▶ _WORK REQUIRED_
The lines to be set down run from the line containing "Extract the road" through the final line of the data below; print them exactly and print nothing else.

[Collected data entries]
◇ ◇ ◇ ◇ ◇

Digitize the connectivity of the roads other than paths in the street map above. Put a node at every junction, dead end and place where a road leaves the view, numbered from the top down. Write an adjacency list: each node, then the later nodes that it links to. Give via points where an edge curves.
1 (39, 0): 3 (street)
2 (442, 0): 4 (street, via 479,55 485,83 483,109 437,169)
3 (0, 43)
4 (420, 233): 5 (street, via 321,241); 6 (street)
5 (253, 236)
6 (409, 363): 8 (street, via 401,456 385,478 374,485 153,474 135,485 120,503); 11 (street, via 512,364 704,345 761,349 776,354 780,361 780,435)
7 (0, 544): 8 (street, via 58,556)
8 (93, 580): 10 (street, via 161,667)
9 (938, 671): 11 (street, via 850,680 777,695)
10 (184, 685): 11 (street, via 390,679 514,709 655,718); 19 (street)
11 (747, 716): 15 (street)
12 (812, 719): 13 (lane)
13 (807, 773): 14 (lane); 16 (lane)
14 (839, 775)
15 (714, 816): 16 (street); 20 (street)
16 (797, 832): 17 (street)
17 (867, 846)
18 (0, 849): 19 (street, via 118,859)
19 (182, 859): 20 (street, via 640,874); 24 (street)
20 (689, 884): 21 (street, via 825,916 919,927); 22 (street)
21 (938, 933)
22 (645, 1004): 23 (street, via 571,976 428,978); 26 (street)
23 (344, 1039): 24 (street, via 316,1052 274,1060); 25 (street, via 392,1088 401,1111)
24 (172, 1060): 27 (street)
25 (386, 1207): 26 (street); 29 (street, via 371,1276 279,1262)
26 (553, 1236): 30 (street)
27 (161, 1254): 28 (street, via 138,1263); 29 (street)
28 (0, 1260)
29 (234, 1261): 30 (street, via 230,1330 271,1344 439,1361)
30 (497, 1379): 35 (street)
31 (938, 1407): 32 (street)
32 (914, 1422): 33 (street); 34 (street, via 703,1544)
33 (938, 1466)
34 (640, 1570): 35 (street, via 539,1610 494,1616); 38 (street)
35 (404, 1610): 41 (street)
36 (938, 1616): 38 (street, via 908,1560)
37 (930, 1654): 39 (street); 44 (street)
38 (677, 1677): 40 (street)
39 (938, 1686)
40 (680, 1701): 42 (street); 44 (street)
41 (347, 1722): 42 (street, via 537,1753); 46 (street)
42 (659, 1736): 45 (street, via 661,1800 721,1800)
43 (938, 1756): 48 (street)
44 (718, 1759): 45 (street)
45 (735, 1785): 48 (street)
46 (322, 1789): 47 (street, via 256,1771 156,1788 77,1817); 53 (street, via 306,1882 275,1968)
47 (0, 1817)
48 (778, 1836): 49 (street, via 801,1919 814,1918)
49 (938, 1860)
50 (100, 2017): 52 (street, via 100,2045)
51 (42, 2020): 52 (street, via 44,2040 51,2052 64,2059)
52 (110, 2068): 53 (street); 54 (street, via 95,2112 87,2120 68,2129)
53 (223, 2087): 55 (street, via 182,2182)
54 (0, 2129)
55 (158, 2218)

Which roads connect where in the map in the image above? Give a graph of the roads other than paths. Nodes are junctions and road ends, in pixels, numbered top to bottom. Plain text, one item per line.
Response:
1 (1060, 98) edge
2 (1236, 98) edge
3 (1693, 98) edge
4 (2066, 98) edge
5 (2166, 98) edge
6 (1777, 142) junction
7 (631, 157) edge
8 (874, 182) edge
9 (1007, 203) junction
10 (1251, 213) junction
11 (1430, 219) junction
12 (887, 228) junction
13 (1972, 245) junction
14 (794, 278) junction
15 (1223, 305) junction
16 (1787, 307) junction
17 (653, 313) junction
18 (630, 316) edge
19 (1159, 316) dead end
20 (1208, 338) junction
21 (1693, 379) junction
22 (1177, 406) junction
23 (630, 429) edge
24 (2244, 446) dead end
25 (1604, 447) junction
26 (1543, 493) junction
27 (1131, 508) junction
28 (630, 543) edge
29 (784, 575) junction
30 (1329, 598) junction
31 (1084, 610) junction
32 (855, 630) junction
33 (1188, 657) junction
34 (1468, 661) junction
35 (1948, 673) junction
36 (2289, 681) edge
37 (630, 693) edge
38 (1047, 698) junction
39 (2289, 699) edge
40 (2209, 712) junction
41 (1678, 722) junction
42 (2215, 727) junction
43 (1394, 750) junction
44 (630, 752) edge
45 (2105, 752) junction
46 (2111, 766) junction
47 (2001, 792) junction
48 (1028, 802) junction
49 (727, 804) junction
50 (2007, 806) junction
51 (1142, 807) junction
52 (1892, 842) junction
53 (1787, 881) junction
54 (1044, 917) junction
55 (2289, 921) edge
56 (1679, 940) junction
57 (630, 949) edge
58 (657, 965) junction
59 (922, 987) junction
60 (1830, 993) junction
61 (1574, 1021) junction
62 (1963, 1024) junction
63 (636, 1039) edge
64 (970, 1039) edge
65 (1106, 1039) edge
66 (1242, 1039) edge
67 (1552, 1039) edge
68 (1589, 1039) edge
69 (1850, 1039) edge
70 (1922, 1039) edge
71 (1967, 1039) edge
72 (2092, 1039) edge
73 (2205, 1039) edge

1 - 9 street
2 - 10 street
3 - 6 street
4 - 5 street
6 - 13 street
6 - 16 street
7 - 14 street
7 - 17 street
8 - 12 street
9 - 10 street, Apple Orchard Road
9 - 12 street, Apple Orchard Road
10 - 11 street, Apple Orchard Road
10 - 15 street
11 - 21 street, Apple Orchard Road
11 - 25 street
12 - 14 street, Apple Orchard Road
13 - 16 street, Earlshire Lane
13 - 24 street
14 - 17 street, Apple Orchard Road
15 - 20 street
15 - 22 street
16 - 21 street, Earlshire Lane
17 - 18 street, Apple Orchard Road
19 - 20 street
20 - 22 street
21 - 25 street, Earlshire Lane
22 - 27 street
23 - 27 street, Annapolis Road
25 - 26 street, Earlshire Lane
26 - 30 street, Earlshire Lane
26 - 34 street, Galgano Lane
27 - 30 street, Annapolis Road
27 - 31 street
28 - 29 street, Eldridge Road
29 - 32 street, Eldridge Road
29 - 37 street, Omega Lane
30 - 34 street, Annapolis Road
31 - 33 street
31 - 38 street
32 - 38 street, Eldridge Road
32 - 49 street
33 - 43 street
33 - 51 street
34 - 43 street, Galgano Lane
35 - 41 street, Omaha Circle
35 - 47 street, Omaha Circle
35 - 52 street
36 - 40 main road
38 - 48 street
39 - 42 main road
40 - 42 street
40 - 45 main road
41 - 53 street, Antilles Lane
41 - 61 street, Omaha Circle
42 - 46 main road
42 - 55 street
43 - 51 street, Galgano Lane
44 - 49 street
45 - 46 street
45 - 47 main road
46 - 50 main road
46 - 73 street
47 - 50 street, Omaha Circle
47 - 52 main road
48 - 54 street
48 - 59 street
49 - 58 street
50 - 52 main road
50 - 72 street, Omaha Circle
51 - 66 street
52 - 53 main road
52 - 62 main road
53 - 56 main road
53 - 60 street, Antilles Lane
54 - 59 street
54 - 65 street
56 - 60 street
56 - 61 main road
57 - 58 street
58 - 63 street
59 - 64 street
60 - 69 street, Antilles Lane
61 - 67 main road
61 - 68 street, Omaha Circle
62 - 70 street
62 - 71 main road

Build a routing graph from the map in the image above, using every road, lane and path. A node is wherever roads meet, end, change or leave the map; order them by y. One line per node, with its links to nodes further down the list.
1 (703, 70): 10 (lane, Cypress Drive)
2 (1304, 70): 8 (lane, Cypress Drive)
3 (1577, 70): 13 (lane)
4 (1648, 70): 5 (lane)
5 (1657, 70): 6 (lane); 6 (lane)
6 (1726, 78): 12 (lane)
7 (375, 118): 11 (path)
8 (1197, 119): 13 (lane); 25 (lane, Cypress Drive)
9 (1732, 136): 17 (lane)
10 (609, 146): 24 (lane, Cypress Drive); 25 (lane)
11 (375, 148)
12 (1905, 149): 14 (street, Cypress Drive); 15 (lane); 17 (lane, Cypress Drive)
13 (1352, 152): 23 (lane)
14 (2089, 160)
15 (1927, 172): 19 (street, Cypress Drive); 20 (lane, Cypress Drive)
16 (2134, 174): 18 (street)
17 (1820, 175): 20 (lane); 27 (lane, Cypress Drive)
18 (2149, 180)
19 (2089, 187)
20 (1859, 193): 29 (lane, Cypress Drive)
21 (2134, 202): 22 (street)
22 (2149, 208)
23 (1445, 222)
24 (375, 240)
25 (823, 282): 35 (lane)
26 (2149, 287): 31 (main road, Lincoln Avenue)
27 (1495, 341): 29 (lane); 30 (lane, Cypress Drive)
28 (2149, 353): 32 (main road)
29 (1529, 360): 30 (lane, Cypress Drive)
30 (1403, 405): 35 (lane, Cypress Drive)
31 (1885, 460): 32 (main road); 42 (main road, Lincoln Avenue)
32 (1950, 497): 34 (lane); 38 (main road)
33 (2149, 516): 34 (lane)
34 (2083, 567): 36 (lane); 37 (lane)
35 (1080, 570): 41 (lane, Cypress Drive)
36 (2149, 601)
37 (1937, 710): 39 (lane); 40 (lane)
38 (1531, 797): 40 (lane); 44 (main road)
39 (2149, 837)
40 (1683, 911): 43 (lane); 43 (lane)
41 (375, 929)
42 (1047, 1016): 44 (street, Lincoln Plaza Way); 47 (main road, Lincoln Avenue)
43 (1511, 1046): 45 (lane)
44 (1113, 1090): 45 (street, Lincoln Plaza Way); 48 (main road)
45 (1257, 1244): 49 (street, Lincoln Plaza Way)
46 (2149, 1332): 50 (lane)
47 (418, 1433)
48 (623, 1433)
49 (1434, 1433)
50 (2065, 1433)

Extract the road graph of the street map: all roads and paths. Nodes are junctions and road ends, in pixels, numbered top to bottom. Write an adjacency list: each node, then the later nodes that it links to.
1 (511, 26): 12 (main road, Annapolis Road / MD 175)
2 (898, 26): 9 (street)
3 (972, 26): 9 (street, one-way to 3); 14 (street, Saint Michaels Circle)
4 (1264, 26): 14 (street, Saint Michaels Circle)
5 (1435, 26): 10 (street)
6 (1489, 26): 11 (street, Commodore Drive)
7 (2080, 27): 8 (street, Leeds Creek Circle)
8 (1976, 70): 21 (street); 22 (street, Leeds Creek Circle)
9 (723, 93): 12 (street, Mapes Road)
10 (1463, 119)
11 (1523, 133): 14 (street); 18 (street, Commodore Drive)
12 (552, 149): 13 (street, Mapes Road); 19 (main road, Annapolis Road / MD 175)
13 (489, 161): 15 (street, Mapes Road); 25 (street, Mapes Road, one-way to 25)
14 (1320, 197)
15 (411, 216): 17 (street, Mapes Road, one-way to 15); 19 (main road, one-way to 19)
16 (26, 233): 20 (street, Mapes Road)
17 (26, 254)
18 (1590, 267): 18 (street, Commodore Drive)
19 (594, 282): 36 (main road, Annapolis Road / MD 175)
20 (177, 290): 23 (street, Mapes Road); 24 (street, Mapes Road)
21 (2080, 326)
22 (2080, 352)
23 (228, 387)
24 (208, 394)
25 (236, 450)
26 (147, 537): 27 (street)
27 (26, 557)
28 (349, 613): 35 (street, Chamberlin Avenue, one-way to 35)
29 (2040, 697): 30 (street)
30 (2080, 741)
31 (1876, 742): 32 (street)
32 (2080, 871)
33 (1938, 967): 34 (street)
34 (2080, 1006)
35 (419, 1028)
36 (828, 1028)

◇ ◇ ◇ ◇ ◇

▶ _ANSWER SPACE_
Extract the road graph of the street map: all roads and paths. Nodes are junctions and road ends, in pixels, numbered top to bottom. Write an adjacency list: each node, then the later nodes that it links to.
1 (511, 26): 12 (main road, Annapolis Road / MD 175)
2 (898, 26): 9 (street)
3 (972, 26): 9 (street, one-way to 3); 14 (street, Saint Michaels Circle)
4 (1264, 26): 14 (street, Saint Michaels Circle)
5 (1435, 26): 10 (street)
6 (1489, 26): 11 (street, Commodore Drive)
7 (2080, 27): 8 (street, Leeds Creek Circle)
8 (1976, 70): 21 (street); 22 (street, Leeds Creek Circle)
9 (723, 93): 12 (street, Mapes Road)
10 (1463, 119)
11 (1523, 133): 14 (street); 18 (street, Commodore Drive)
12 (552, 149): 13 (street, Mapes Road); 19 (main road, Annapolis Road / MD 175)
13 (489, 161): 15 (street, Mapes Road); 25 (street, Mapes Road, one-way to 25)
14 (1320, 197)
15 (411, 216): 17 (street, Mapes Road, one-way to 15); 19 (main road, one-way to 19)
16 (26, 233): 20 (street, Mapes Road)
17 (26, 254)
18 (1590, 267): 18 (street, Commodore Drive)
19 (594, 282): 36 (main road, Annapolis Road / MD 175)
20 (177, 290): 23 (street, Mapes Road); 24 (street, Mapes Road)
21 (2080, 326)
22 (2080, 352)
23 (228, 387)
24 (208, 394)
25 (236, 450)
26 (147, 537): 27 (street)
27 (26, 557)
28 (349, 613): 35 (street, Chamberlin Avenue, one-way to 35)
29 (2040, 697): 30 (street)
30 (2080, 741)
31 (1876, 742): 32 (street)
32 (2080, 871)
33 (1938, 967): 34 (street)
34 (2080, 1006)
35 (419, 1028)
36 (828, 1028)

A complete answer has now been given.